§ Prompt
For the records below, give the number of lines where the string "paths" occurs. Include nothing else.

§ Data under study
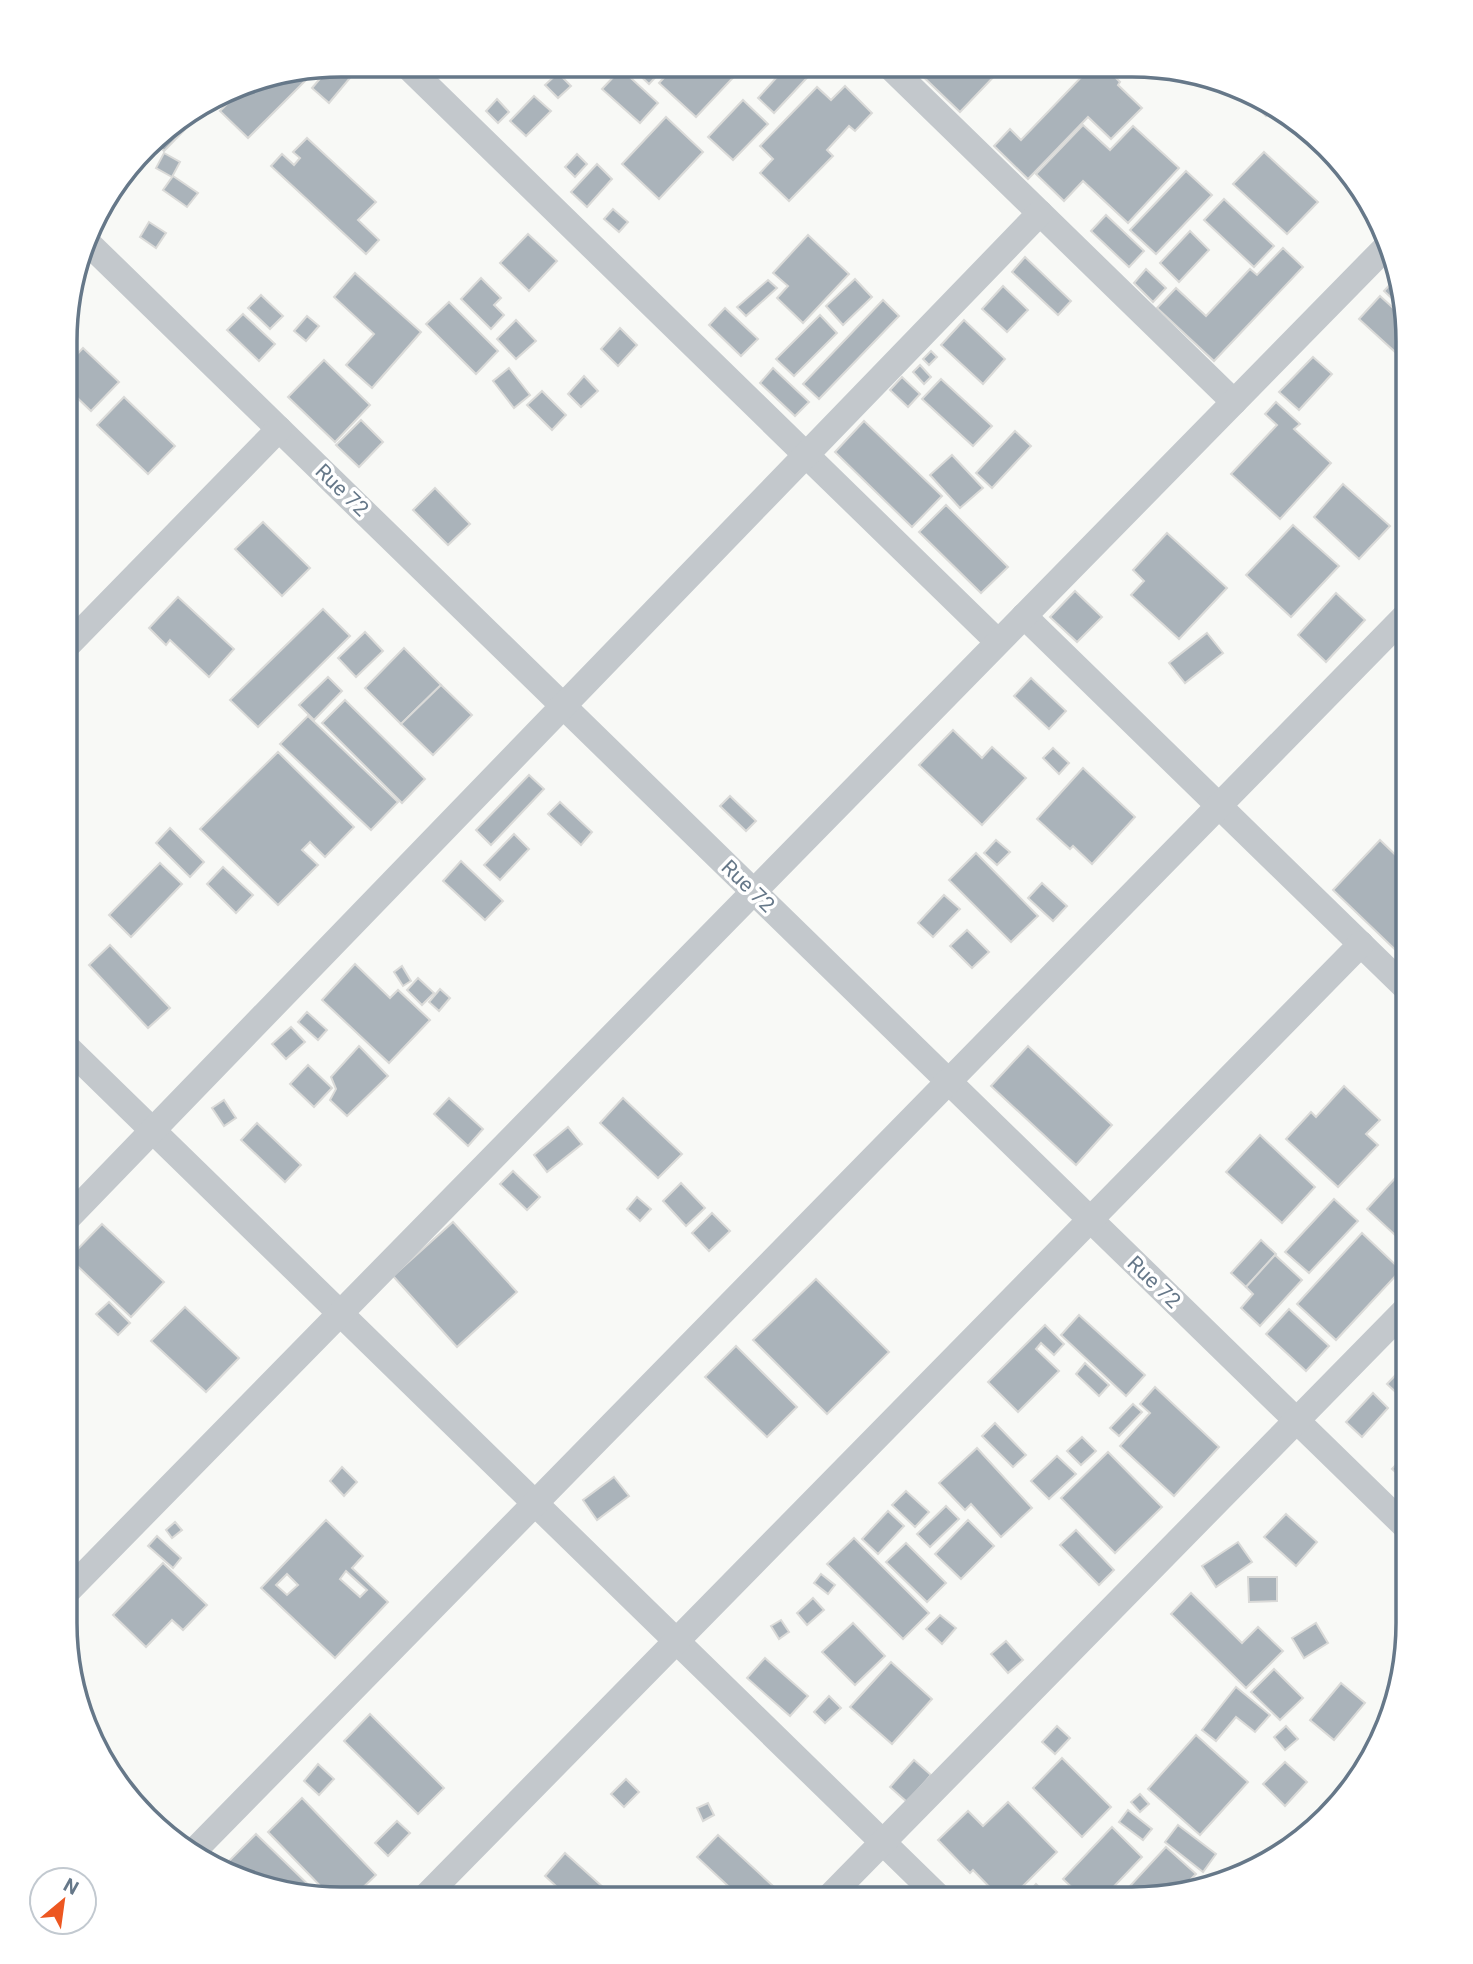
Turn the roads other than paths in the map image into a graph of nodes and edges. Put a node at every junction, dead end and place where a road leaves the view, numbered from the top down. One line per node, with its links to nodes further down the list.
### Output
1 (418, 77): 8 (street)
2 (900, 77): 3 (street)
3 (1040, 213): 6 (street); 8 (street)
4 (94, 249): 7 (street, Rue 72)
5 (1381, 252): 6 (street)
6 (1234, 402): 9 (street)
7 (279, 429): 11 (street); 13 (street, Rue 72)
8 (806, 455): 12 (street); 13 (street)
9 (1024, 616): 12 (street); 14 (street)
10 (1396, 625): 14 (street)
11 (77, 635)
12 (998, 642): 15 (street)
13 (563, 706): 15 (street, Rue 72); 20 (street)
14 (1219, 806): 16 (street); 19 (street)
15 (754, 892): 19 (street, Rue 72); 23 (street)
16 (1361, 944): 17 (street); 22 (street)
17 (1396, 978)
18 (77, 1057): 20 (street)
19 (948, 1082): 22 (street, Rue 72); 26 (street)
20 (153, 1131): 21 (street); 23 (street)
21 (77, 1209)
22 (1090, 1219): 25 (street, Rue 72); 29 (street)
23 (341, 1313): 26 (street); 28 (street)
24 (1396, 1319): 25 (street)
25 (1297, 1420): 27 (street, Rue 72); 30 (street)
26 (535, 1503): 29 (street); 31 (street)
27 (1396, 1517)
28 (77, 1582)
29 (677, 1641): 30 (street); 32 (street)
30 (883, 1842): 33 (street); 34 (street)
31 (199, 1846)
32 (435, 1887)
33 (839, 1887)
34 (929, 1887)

* * *

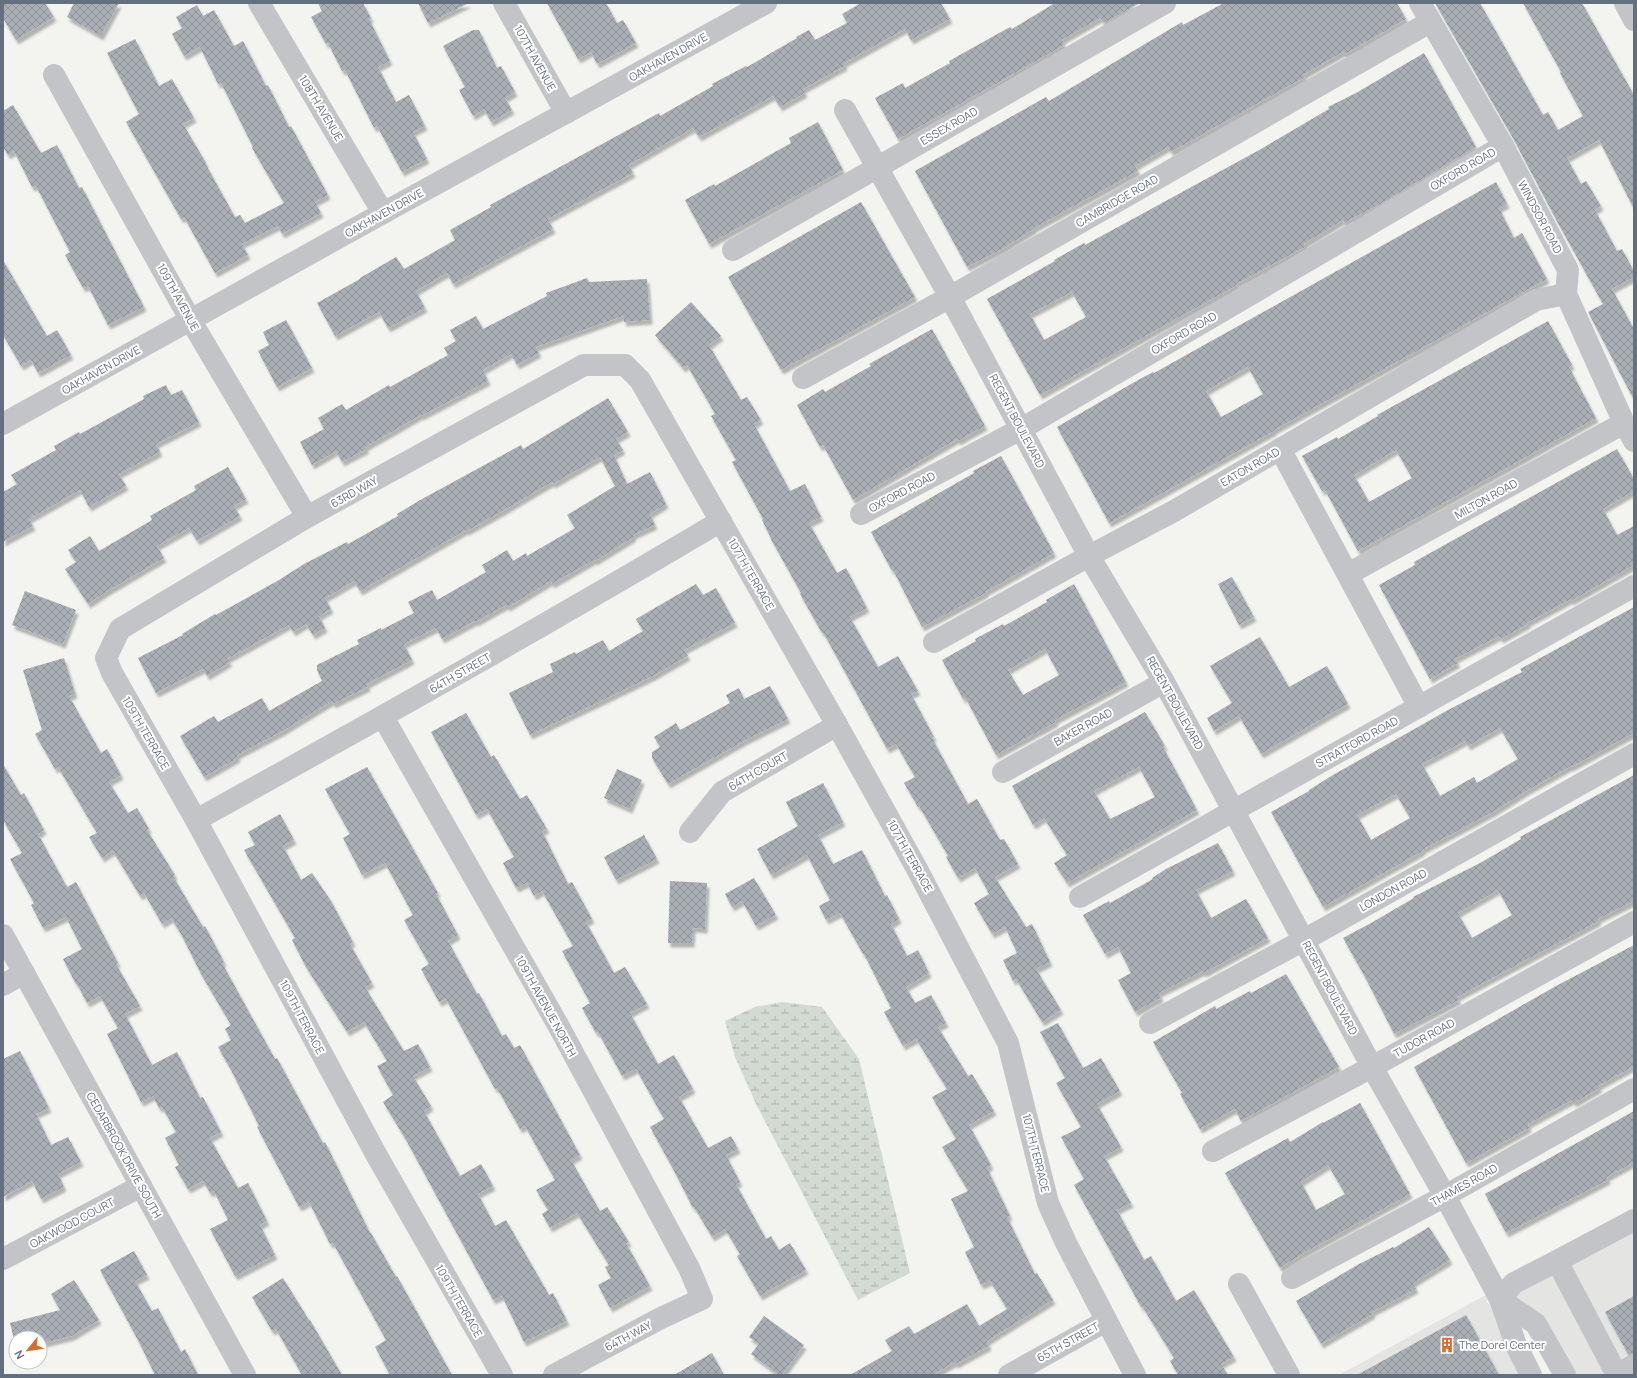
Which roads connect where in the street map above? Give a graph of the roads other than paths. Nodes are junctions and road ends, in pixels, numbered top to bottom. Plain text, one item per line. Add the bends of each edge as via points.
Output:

§ Solution for this task
2